=== Begin Enclosure ===

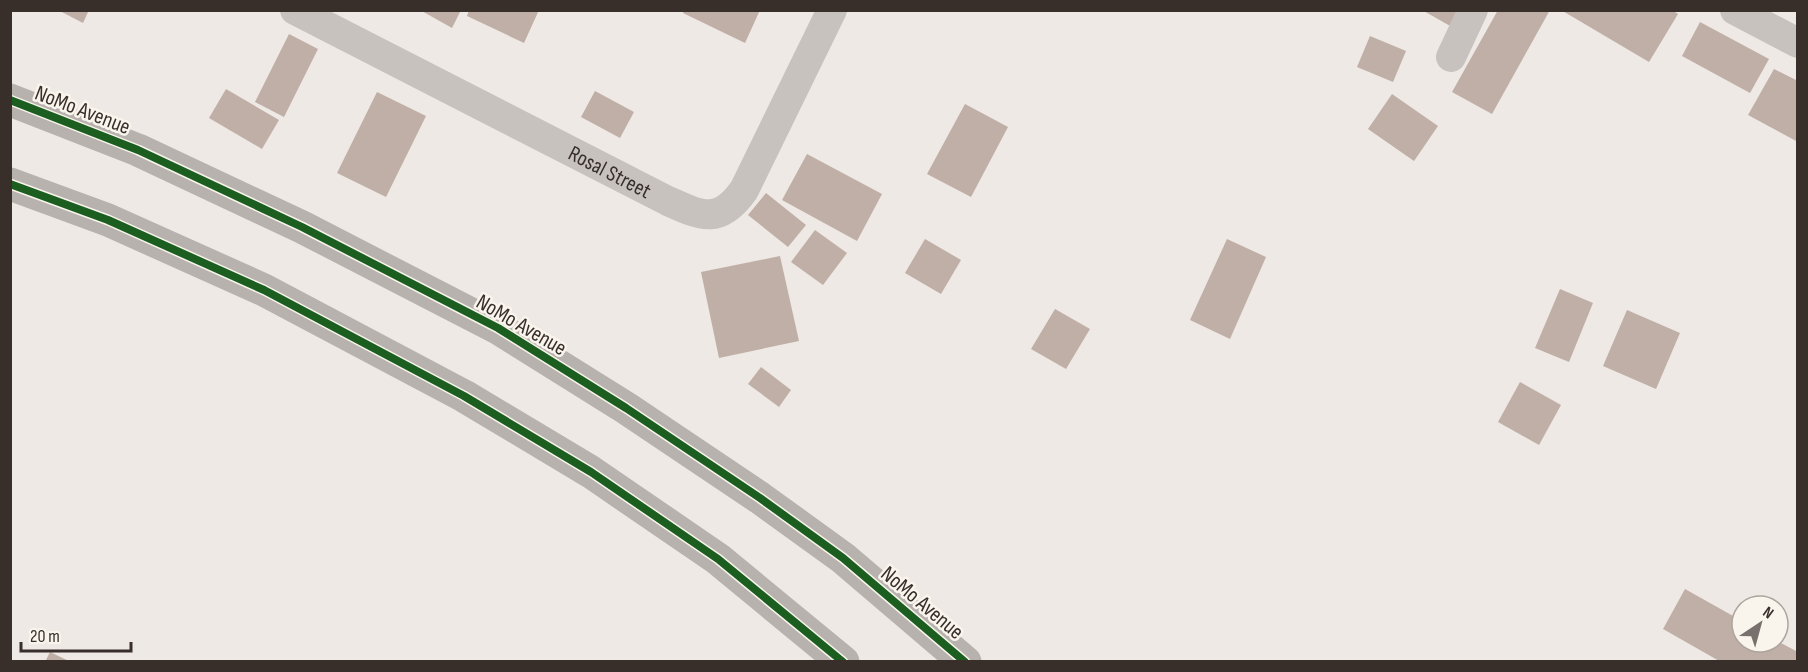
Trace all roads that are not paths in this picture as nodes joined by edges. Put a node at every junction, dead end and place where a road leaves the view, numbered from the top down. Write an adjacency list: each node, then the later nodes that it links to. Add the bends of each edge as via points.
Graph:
1 (295, 10): 2 (street, Rosal Street, via 668,201 694,213 717,215 732,206 744,190)
2 (832, 10)
3 (1473, 10): 6 (street)
4 (1735, 10): 5 (street)
5 (1797, 43)
6 (1451, 57)
7 (10, 100): 10 (main road, NoMo Avenue, via 158,159 302,227 498,328 760,498 843,558)
8 (10, 184): 9 (main road, via 108,220 264,290 464,396 591,471 718,559)
9 (843, 662)
10 (965, 662)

=== End Enclosure ===

> Work instructions:
Because only the text is wanted, repeat all the entries exactly and leave out the pictures.

> Result of this exercise:
Trace all roads that are not paths in this picture as nodes joined by edges. Put a node at every junction, dead end and place where a road leaves the view, numbered from the top down. Write an adjacency list: each node, then the later nodes that it links to. Add the bends of each edge as via points.
Graph:
1 (295, 10): 2 (street, Rosal Street, via 668,201 694,213 717,215 732,206 744,190)
2 (832, 10)
3 (1473, 10): 6 (street)
4 (1735, 10): 5 (street)
5 (1797, 43)
6 (1451, 57)
7 (10, 100): 10 (main road, NoMo Avenue, via 158,159 302,227 498,328 760,498 843,558)
8 (10, 184): 9 (main road, via 108,220 264,290 464,396 591,471 718,559)
9 (843, 662)
10 (965, 662)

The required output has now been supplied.